Betreff
Raumordnungsverfahren ZEELINK 2
Vorlage
0201/2016
Aktenzeichen
2015/0771
Art
Beschlussvorlage

Der Bericht der Verwaltung wird zur Kenntnis genommen.

Rechtsgrundlage:

§ 15 Raumordnungsgesetz i.V.m. § 32 Landesplanungsgesetz

Sachdarstellung:

Die Open Grid Europe GmbH (OGE) Essen plant ihr überregionales Erdgastransportsystem durch eine kapazitätsstrake Erdgastransportleitung von der Station Eynatten südwestlich der Stadt Aachen zur Station Legden zu erweitern.

Das Vorhaben basiert auf den Ergebnissen der Netzausbauberechnung zu den Netzentwicklungsplänen (NEP) 2014 und 2015. Die neue Pipeline wird den Anschluss vom belgischen Erdgasnetz bis an das LNG-Terminal in Zeebrügge sicherstellen. ZEELINK 1 und 2 stellt somit das größte Einzelprojekt im Netzentwicklungsplan Gas 2014 der Bundesrepublik Deutschland dar.

 

Anlass der Planung ist die Verstärkung der Leistungsfähigkeit des Erdgastransportsystems in Nord-Süd-Richtung und die erforderliche Umstellung von niederkalorischen (Low) L-Gas auf hochkalorisches (High) H-Gas. Die L-Gas Förderung und der Import werden aufgrund schwindender Ressourcen in den nächsten Jahren drastisch zurückgehen. Daher ist es Ziel, die neue Leitung 2020 in Betrieb zu nehmen.

 

Die Zuständigkeit für die erforderlich Planungs- und Genehmigungs-Verfahren wurde in zwei Teilabschnitte aufgeteilt:

ZEELINK 1 von der Station Eynatten bis St. Hubert – Bezirksregierung Düsseldorf

ZEELINK 2 von St.
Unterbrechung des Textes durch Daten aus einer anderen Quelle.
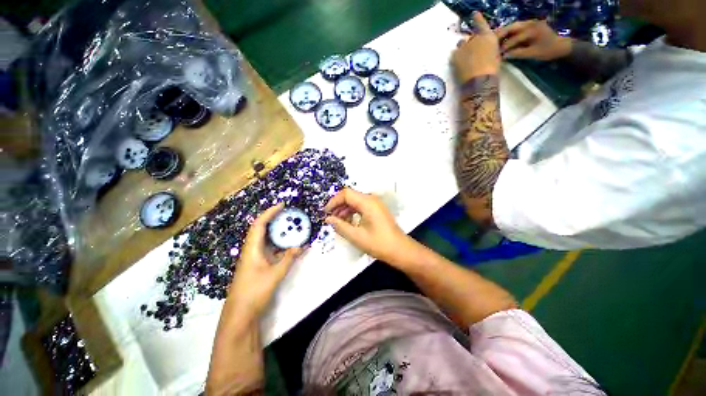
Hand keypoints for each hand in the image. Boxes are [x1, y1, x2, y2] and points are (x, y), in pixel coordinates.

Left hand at [228, 204, 301, 316]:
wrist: (240, 315)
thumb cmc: (254, 292)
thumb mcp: (275, 274)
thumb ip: (289, 259)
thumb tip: (302, 246)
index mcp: (252, 249)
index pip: (259, 224)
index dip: (270, 212)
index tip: (282, 205)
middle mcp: (251, 250)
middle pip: (261, 228)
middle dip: (273, 218)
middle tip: (288, 213)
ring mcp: (254, 258)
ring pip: (265, 239)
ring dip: (276, 231)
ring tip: (290, 225)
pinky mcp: (257, 265)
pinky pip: (268, 248)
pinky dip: (278, 244)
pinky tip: (288, 245)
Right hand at [324, 188, 415, 265]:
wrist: (400, 250)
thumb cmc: (379, 244)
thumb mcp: (356, 236)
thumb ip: (340, 226)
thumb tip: (328, 219)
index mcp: (368, 202)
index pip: (346, 194)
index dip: (333, 201)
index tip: (325, 213)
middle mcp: (372, 199)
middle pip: (350, 196)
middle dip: (338, 206)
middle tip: (330, 218)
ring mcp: (375, 204)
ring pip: (355, 201)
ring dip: (344, 210)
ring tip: (337, 222)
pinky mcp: (377, 210)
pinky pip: (361, 206)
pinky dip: (352, 212)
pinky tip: (348, 223)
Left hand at [452, 12, 500, 82]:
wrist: (479, 81)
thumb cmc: (491, 72)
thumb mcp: (495, 56)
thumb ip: (487, 49)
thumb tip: (481, 51)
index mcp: (488, 37)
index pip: (481, 24)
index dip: (477, 19)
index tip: (474, 14)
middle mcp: (475, 38)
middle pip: (470, 38)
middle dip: (470, 44)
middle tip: (471, 56)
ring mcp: (463, 46)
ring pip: (461, 45)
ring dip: (462, 50)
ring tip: (465, 62)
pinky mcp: (454, 56)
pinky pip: (454, 55)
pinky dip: (456, 58)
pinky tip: (458, 66)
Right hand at [495, 20, 572, 60]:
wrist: (560, 46)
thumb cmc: (548, 51)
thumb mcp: (533, 54)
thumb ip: (519, 53)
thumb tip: (505, 56)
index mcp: (533, 30)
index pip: (515, 38)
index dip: (505, 46)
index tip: (496, 54)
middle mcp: (531, 23)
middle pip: (512, 27)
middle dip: (501, 34)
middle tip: (490, 42)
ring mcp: (530, 23)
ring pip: (513, 26)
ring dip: (504, 33)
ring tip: (494, 40)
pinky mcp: (530, 25)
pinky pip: (517, 28)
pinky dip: (509, 33)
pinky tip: (503, 39)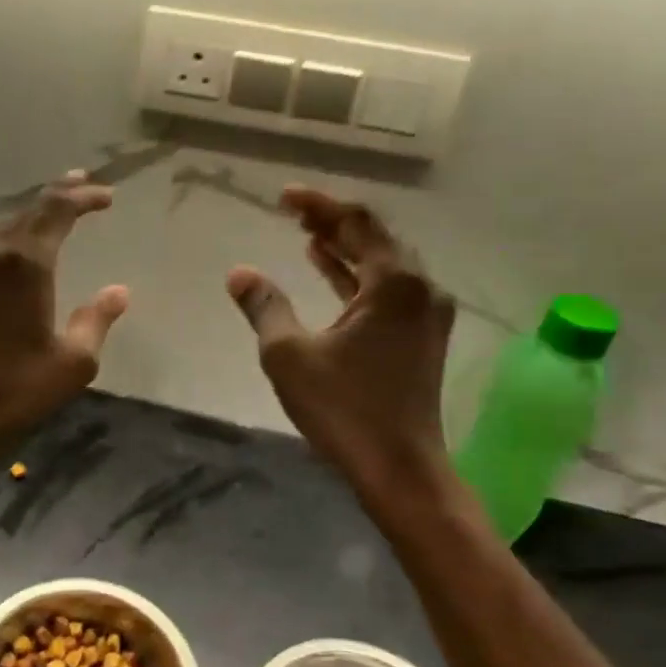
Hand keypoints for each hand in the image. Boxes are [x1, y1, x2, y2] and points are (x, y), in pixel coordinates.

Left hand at [0, 170, 128, 466]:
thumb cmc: (13, 390)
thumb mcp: (72, 362)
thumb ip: (96, 320)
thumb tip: (118, 291)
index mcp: (25, 262)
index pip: (57, 209)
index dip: (84, 196)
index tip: (108, 195)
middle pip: (32, 209)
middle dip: (61, 194)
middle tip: (86, 184)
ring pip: (11, 224)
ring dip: (39, 214)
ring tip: (64, 206)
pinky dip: (20, 233)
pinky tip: (30, 243)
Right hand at [228, 186, 454, 491]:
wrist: (400, 468)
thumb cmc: (345, 409)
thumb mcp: (289, 355)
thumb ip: (265, 306)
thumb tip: (239, 273)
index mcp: (394, 283)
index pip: (357, 223)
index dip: (319, 205)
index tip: (284, 197)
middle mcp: (420, 289)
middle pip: (376, 238)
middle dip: (333, 222)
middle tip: (292, 213)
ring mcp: (426, 314)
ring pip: (383, 264)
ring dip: (345, 248)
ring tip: (307, 235)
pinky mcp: (421, 337)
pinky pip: (388, 289)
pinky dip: (357, 277)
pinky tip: (329, 272)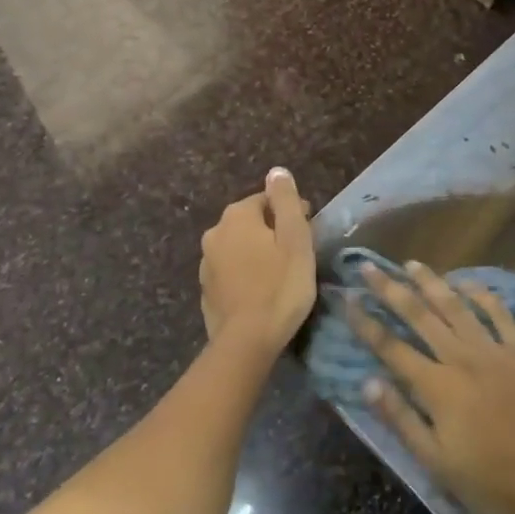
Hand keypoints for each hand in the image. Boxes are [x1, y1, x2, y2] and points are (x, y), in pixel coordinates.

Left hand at [199, 169, 316, 351]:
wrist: (246, 342)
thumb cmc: (280, 286)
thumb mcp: (295, 239)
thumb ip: (286, 201)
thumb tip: (276, 171)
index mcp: (236, 216)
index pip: (267, 200)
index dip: (291, 213)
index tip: (309, 233)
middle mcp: (215, 232)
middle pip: (251, 222)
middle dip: (272, 231)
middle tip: (297, 254)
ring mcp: (206, 263)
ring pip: (239, 247)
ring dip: (257, 253)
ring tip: (280, 274)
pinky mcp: (206, 289)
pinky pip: (231, 271)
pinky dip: (245, 274)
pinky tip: (260, 291)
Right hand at [348, 262, 514, 513]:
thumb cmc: (490, 484)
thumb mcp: (436, 463)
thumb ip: (401, 419)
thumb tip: (367, 383)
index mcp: (437, 387)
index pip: (391, 347)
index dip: (366, 322)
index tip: (347, 299)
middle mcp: (462, 358)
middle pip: (419, 316)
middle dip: (390, 289)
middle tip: (368, 267)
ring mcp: (494, 350)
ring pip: (456, 306)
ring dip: (431, 283)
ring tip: (411, 264)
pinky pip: (499, 314)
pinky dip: (480, 295)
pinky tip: (466, 283)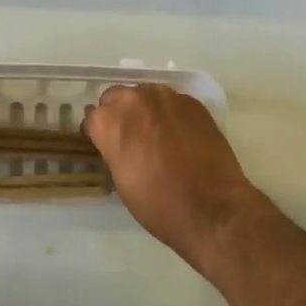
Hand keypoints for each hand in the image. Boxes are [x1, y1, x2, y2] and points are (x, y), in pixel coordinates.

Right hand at [84, 84, 264, 269]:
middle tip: (130, 139)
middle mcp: (134, 99)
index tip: (106, 148)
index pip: (93, 118)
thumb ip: (113, 150)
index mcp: (109, 120)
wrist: (213, 209)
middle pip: (117, 98)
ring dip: (145, 111)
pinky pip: (172, 103)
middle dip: (119, 115)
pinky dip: (170, 115)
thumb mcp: (121, 180)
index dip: (98, 135)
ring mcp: (166, 97)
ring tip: (157, 136)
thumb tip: (117, 144)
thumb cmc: (158, 204)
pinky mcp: (193, 102)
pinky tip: (180, 137)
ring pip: (145, 96)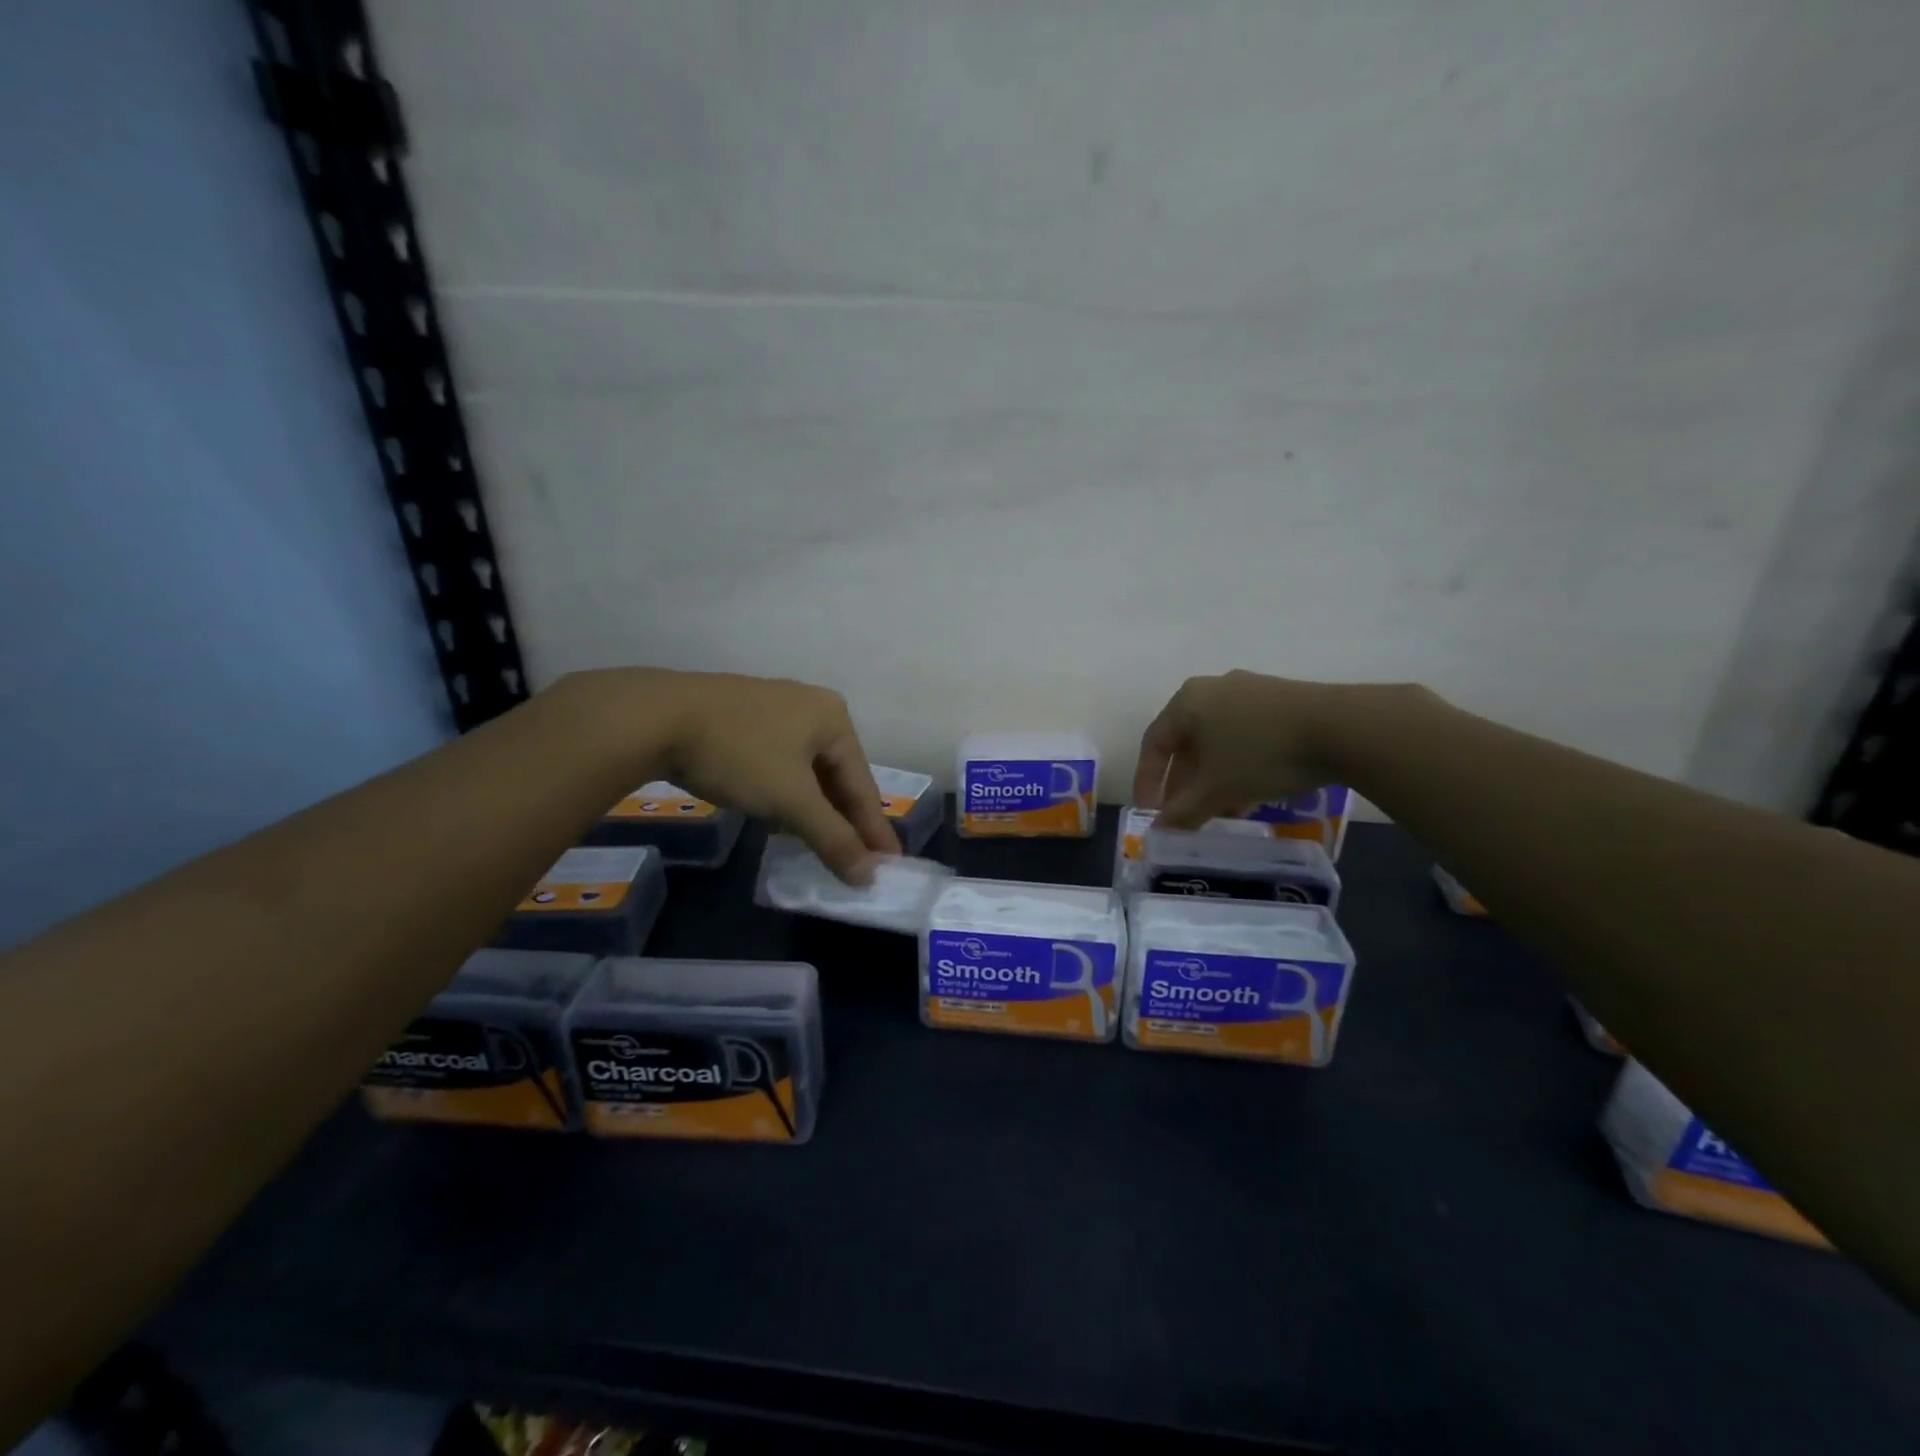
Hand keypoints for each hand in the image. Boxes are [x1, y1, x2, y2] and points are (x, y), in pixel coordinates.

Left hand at [568, 669, 899, 881]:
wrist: (655, 717)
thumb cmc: (738, 754)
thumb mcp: (790, 801)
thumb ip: (832, 838)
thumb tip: (868, 876)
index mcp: (833, 717)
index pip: (862, 783)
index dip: (874, 828)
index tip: (890, 862)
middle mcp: (811, 705)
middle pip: (836, 774)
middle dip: (845, 818)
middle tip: (859, 857)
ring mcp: (774, 707)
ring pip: (806, 769)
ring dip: (815, 808)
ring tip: (823, 843)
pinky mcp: (742, 716)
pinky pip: (780, 761)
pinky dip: (787, 792)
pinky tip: (781, 814)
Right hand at [1132, 671, 1352, 829]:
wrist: (1342, 727)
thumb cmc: (1262, 754)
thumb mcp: (1217, 789)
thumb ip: (1182, 811)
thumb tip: (1159, 831)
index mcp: (1187, 701)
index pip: (1154, 744)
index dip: (1147, 781)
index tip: (1150, 812)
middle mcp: (1213, 689)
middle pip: (1187, 742)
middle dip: (1183, 782)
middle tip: (1184, 813)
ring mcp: (1250, 691)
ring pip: (1218, 741)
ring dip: (1213, 778)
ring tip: (1219, 810)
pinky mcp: (1281, 700)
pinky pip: (1246, 735)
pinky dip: (1239, 765)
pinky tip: (1251, 792)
Hubert bis Legden – Bezirksregierung Münster

 

Im Vorfeld zum Raumordnungsverfahren wurde der Kreis Borken sowie die im Bereich der zu untersuchenden Trassen liegenden Kommunen durch die OGE am 22.04.2015 über das geplante Vorhaben einschließlich der geplanten Verfahrensschritte des Raumordnungsverfahrens und des erforderlichen Planfeststellungsverfahrens informiert.

 

Gem. § 15 Abs. 1 Raumordnungsgesetz prüft die zuständige Landesbehörde (hier Bezirksregierung Münster) im Raumordnungsverfahren die Raumverträglichkeit raumbedeutsamer Planungen und Maßnahmen. Die raumbedeutsamen Auswirkungen der Planung oder Maßnahme ist unter überörtlichen Gesichtspunkten zu prüfen. Dabei werden verschiedene Standort und Trassenalternativen alternativ überprüft.

 

Mit dem Scopingtermin (gem. § 5 Abs. 1 UVPG) wurden am 24.06.2015 die betroffen Kreise und Kommunen über die Planungsabsicht informiert und es wurden Anregungen und Informationen zur Abgrenzung des Untersuchungsraums und Untersuchungstiefe für die erforderliche Umweltverträglichkeitsprüfung durch die für das Verfahren zuständige Bezirksregierung Münster aufgenommen.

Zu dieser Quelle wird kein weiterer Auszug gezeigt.